(Beginning of MATERIAL PROVIDED)

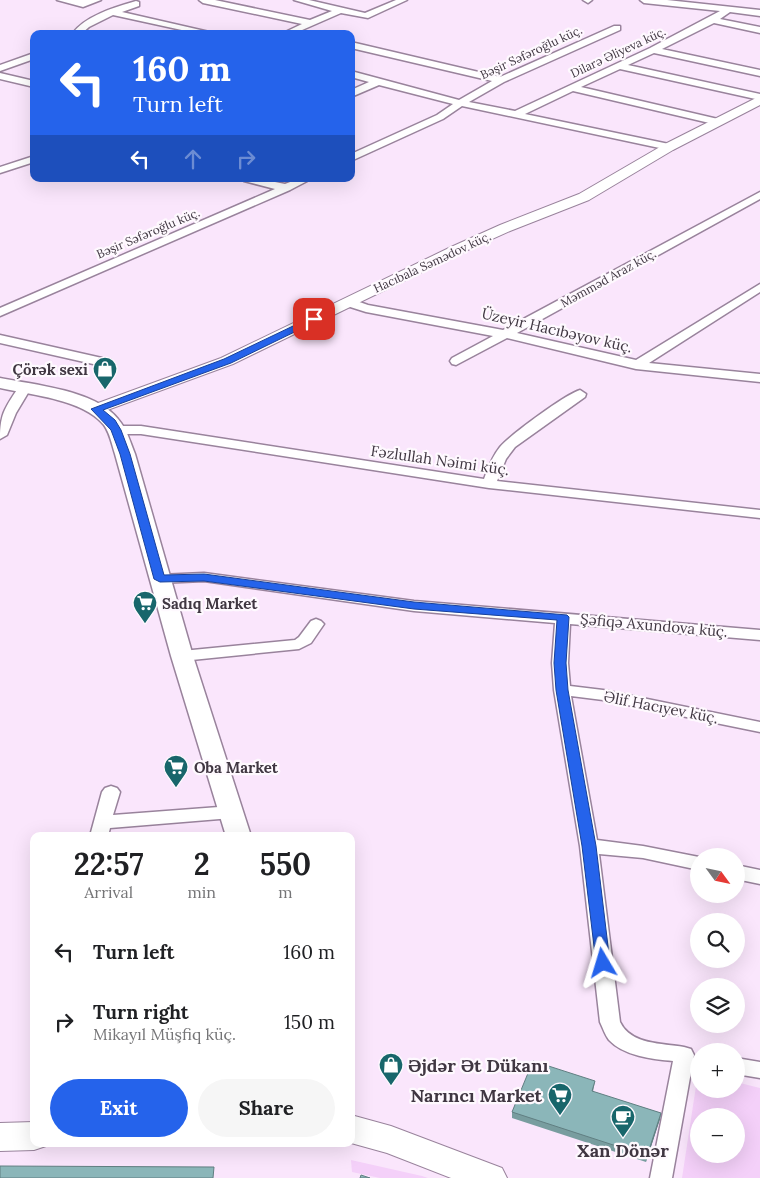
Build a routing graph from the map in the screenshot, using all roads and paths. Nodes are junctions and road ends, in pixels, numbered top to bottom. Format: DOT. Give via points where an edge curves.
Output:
graph roads {
  1 [pos="61,0"];
  2 [pos="97,0"];
  3 [pos="203,0"];
  4 [pos="298,0"];
  5 [pos="403,0"];
  6 [pos="644,0"];
  7 [pos="756,0"];
  8 [pos="667,1"];
  9 [pos="136,4"];
  10 [pos="729,9"];
  11 [pos="340,10"];
  12 [pos="114,13"];
  13 [pos="757,13"];
  14 [pos="713,20"];
  15 [pos="311,23"];
  16 [pos="617,28"];
  17 [pos="78,30"];
  18 [pos="195,30"];
  19 [pos="296,30"];
  20 [pos="760,30"];
  21 [pos="355,46"];
  22 [pos="653,50"];
  23 [pos="30,57"];
  24 [pos="620,66"];
  25 [pos="0,68"];
  26 [pos="760,73"];
  27 [pos="355,75"];
  28 [pos="0,76"];
  29 [pos="501,80"];
  30 [pos="377,82"];
  31 [pos="30,83"];
  32 [pos="571,88"];
  33 [pos="355,92"];
  34 [pos="760,99"];
  35 [pos="462,103"];
  36 [pos="517,114"];
  37 [pos="718,122"];
  38 [pos="669,147"];
  39 [pos="355,156"];
  40 [pos="30,160"];
  41 [pos="0,164"];
  42 [pos="17,165"];
  43 [pos="0,170"];
  44 [pos="261,182"];
  45 [pos="299,182"];
  46 [pos="286,188"];
  47 [pos="760,195"];
  48 [pos="760,287"];
  49 [pos="348,302"];
  50 [pos="0,312"];
  51 [pos="507,334"];
  52 [pos="0,339"];
  53 [pos="456,361"];
  54 [pos="102,362"];
  55 [pos="636,365"];
  56 [pos="760,378"];
  57 [pos="0,383"];
  58 [pos="25,388"];
  59 [pos="580,394"];
  60 [pos="96,409"];
  61 [pos="116,430"];
  62 [pos="0,435"];
  63 [pos="489,484"];
  64 [pos="760,514"];
  65 [pos="160,579"];
  66 [pos="563,617"];
  67 [pos="316,624"];
  68 [pos="760,635"];
  69 [pos="182,656"];
  70 [pos="562,690"];
  71 [pos="760,727"];
  72 [pos="111,792"];
  73 [pos="232,812"];
  74 [pos="100,829"];
  75 [pos="238,832"];
  76 [pos="589,846"];
  77 [pos="690,862"];
  78 [pos="745,874"];
  79 [pos="760,877"];
  80 [pos="690,1056"];
  81 [pos="690,1064"];
  82 [pos="745,1068"];
  83 [pos="760,1070"];
  84 [pos="355,1130"];
  85 [pos="30,1136"];
  86 [pos="0,1137"];
  87 [pos="490,1178"];
  88 [pos="661,1178"];
  1 -- 2 [label="street" via="83,4"];
  3 -- 15 [label="street"];
  4 -- 11 [label="street"];
  5 -- 11 [label="street" via="372,14 358,15"];
  6 -- 8 [label="street"];
  7 -- 13 [label="street"];
  8 -- 10 [label="street"];
  9 -- 12 [label="street"];
  10 -- 13 [label="street"];
  10 -- 14 [label="street, Dilarə Əliyeva küç."];
  11 -- 15 [label="street"];
  12 -- 17 [label="street"];
  12 -- 18 [label="street"];
  14 -- 20 [label="street"];
  14 -- 22 [label="street, Dilarə Əliyeva küç."];
  15 -- 19 [label="street"];
  16 -- 29 [label="street, Bəşir Səfəroğlu küç."];
  21 -- 29 [label="street"];
  22 -- 24 [label="street, Dilarə Əliyeva küç."];
  22 -- 26 [label="street"];
  23 -- 25 [label="street"];
  24 -- 32 [label="street, Dilarə Əliyeva küç."];
  24 -- 34 [label="street"];
  27 -- 30 [label="street"];
  28 -- 31 [label="street"];
  29 -- 35 [label="street, Bəşir Səfəroğlu küç."];
  30 -- 33 [label="street"];
  30 -- 35 [label="street"];
  32 -- 36 [label="street, Dilarə Əliyeva küç."];
  32 -- 37 [label="street"];
  34 -- 37 [label="street, Hacıbala Səmədov küç."];
  35 -- 36 [label="street"];
  35 -- 39 [label="street, Bəşir Səfəroğlu küç." via="423,126"];
  36 -- 38 [label="street"];
  37 -- 38 [label="street, Hacıbala Səmədov küç."];
  38 -- 49 [label="street, Hacıbala Səmədov küç." via="584,197 505,228"];
  40 -- 42 [label="street"];
  41 -- 42 [label="street"];
  42 -- 43 [label="street"];
  44 -- 46 [label="street"];
  45 -- 46 [label="street, Bəşir Səfəroğlu küç."];
  46 -- 50 [label="street, Bəşir Səfəroğlu küç."];
  47 -- 51 [label="street, Məmməd Araz küç."];
  48 -- 55 [label="street"];
  49 -- 51 [label="street, Üzeyir Hacıbəyov küç."];
  49 -- 60 [label="street, Hacıbala Səmədov küç." via="228,361"];
  51 -- 53 [label="street, Məmməd Araz küç."];
  51 -- 55 [label="street, Üzeyir Hacıbəyov küç."];
  52 -- 54 [label="street"];
  55 -- 56 [label="street, Üzeyir Hacıbəyov küç."];
  57 -- 58 [label="main road"];
  58 -- 60 [label="main road"];
  58 -- 62 [label="street" via="9,412"];
  59 -- 63 [label="street" via="514,441 496,465"];
  60 -- 61 [label="main road"];
  61 -- 63 [label="street, Fəzlullah Nəimi küç." via="141,430"];
  61 -- 65 [label="main road"];
  63 -- 64 [label="street, Fəzlullah Nəimi küç."];
  65 -- 66 [label="street, Şəfiqə Axundova küç." via="204,577 414,606"];
  65 -- 69 [label="main road"];
  66 -- 68 [label="street, Şəfiqə Axundova küç."];
  66 -- 70 [label="street"];
  67 -- 69 [label="street" via="299,644"];
  69 -- 73 [label="main road"];
  70 -- 71 [label="street, Əlif Hacıyev küç."];
  70 -- 76 [label="street"];
  72 -- 74 [label="street"];
  73 -- 74 [label="street"];
  73 -- 75 [label="main road"];
  76 -- 77 [label="street" via="643,852"];
  76 -- 80 [label="street" via="610,1022 626,1042"];
  78 -- 79 [label="street"];
  81 -- 88 [label="street"];
  82 -- 83 [label="street"];
  84 -- 87 [label="main road" via="391,1140"];
  85 -- 86 [label="main road"];
}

(End of MATERIAL PROVIDED)

### WHAT YOU ARE ASKED TO DO
Go through the entries above, and wherever a line holds the word "Fəzlullah", copy that line.

### COMPLETED EXERCISE
  61 -- 63 [label="street, Fəzlullah Nəimi küç." via="141,430"];
  63 -- 64 [label="street, Fəzlullah Nəimi küç."];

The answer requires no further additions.